In the late 1850s and 1860s, this led to the establishment of a group of insurance companies in this industry that organized testing and examination of steam boilers as a basis for providing insurance policies. The insurance companies also fostered research in innovations to make steam boilers safer and more efficient. Other examples are given in the offshore drilling industry and the alcohol, retailing, and transportation sectors of the market.
Following the authors’ essay on private regulation there are commentaries by, among others, Norman Barry, David Boaz, Randall Kroszner, and Yesim Yilmaz. They extend and reinforce the arguments made by Blundell and Robinson.
David Boaz uses the Meineke Muffler Company as an example of a manufacturer that sets up internal mechanisms to ensure that all of its dealerships everywhere in the country have incentives to maintain installation and product quality.

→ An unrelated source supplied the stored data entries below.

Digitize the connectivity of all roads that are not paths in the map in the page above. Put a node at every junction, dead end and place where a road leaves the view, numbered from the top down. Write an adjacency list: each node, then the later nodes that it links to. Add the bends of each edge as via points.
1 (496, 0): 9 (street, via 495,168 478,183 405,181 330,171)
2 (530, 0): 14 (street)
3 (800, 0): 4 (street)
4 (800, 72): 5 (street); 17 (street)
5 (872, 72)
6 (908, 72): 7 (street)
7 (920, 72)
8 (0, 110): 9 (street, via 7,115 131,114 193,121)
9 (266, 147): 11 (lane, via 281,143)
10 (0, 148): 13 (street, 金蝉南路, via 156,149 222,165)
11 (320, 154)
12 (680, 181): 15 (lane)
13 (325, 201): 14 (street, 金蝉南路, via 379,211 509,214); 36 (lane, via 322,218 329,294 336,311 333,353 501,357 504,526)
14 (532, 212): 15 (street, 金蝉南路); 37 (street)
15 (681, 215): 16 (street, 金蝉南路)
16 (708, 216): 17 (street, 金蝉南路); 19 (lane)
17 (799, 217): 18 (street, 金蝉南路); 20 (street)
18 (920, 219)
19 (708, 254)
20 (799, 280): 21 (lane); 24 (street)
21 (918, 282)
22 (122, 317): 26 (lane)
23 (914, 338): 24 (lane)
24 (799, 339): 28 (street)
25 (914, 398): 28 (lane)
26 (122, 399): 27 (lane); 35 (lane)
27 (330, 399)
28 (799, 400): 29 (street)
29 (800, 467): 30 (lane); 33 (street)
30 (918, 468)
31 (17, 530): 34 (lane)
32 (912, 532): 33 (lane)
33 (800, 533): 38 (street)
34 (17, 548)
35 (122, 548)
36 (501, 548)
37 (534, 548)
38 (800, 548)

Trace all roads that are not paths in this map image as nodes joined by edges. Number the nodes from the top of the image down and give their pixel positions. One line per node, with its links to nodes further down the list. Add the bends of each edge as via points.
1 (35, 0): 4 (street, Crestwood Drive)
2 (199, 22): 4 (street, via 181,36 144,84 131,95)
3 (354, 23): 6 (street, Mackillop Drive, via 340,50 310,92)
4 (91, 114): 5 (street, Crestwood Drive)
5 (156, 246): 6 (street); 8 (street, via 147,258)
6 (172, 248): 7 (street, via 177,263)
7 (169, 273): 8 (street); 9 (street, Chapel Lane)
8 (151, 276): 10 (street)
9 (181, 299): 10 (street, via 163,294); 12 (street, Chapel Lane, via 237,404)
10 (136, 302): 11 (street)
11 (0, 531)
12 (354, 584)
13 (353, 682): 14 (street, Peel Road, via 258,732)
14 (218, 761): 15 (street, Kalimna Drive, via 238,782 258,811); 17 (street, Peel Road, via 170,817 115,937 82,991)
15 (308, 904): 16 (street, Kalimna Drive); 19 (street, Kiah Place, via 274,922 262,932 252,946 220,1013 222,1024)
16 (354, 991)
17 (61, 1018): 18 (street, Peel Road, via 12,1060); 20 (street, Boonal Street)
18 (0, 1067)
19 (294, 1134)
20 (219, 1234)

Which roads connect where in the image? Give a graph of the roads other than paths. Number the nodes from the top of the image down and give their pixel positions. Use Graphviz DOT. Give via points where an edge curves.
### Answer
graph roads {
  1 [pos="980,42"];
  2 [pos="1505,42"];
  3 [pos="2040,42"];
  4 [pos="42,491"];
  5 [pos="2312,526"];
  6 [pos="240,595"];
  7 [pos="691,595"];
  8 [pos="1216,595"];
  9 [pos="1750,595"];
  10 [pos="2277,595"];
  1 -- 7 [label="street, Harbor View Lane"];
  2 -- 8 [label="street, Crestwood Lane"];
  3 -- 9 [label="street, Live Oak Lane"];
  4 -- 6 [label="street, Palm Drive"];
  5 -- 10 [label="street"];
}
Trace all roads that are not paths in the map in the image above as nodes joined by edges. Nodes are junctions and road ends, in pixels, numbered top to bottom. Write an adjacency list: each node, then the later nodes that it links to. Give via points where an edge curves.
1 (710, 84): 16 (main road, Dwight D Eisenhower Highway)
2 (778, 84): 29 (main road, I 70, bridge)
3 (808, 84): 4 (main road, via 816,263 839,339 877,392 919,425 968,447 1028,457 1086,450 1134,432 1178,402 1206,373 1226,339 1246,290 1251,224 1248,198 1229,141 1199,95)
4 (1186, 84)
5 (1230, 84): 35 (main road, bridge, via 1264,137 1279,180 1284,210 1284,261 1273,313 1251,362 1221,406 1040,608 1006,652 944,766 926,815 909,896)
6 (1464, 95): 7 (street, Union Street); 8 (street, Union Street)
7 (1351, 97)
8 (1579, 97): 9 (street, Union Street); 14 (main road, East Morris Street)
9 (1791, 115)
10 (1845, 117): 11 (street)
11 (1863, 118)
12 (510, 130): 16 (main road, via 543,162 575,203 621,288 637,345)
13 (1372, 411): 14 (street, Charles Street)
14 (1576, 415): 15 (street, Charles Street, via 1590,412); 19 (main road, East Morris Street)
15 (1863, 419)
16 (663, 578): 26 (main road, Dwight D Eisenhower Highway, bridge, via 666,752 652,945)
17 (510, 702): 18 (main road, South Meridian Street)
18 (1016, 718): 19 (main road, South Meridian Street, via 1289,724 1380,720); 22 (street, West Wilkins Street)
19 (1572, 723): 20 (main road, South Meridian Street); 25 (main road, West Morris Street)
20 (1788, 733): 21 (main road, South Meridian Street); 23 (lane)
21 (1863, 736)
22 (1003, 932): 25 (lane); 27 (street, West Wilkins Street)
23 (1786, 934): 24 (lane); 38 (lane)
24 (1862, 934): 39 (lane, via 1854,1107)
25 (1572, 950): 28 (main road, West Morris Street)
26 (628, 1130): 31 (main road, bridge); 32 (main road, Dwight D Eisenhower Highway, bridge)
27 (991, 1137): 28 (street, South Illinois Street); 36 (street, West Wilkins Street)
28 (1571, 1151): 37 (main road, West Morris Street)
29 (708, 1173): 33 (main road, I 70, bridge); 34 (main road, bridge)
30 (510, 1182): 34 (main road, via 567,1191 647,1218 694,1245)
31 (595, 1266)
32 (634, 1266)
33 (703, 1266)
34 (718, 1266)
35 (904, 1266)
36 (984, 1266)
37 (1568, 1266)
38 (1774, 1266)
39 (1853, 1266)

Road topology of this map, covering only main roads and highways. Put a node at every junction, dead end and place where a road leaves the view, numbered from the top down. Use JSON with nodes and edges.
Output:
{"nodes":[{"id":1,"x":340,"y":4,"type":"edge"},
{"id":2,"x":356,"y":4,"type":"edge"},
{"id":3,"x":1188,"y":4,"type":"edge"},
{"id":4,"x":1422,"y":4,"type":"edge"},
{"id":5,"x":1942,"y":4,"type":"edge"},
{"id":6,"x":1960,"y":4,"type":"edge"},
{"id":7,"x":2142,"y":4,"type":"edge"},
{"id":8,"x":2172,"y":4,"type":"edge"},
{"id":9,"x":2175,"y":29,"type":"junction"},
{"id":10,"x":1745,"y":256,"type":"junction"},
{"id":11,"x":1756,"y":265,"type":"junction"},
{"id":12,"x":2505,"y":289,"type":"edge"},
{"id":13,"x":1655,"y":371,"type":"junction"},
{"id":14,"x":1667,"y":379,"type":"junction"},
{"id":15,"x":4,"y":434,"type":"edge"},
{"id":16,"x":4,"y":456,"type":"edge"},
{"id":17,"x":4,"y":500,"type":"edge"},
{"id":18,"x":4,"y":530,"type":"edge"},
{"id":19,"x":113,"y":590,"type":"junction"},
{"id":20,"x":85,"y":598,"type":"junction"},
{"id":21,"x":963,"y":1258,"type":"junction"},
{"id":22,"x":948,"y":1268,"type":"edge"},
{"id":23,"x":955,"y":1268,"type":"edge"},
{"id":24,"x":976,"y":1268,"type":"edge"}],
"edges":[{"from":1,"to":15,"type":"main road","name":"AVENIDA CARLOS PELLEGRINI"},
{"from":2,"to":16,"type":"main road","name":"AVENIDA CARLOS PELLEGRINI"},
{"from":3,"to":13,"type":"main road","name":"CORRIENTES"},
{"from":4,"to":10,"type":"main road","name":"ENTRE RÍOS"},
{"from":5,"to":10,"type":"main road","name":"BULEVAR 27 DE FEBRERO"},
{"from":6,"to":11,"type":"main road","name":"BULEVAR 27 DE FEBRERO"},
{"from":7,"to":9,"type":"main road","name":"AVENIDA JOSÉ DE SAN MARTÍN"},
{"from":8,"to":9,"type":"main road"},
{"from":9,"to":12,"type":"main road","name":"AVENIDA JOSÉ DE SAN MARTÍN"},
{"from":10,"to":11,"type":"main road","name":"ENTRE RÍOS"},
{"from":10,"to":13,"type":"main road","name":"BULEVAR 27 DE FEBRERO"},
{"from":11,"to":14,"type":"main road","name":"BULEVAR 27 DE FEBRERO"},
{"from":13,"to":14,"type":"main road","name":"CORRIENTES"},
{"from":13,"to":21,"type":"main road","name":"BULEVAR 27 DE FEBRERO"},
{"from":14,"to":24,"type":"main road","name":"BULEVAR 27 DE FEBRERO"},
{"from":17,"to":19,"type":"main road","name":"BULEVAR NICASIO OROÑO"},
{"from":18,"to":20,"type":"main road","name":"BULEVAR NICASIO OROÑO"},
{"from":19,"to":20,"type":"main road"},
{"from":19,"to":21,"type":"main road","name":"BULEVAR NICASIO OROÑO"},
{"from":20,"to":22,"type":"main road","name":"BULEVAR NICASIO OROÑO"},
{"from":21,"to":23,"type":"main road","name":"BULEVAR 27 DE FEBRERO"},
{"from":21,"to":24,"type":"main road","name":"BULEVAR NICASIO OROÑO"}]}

Randall Kroszner explains the development of private standards and regulations for consumer satisfaction and reliability in the glob-al financial markets.
Yesim Yilmaz, who has written on this subject for the Cato Institute, summarizes the wide variety of market-based information and certification providers in the United States.
And Norman Barry emphasizes the political philosophical importance of a free market — as opposed to a governmental regulatory method — to the issue of product safety and standards. Indeed, Barry defends an approach to private regulation and standards even more radically market-oriented than the one the authors defend.
Together, the authors and their commentators offer a forceful set of arguments for ending government regulation of the marketplace. In this short book is much useful intellectual ammunition for the friend of freedom.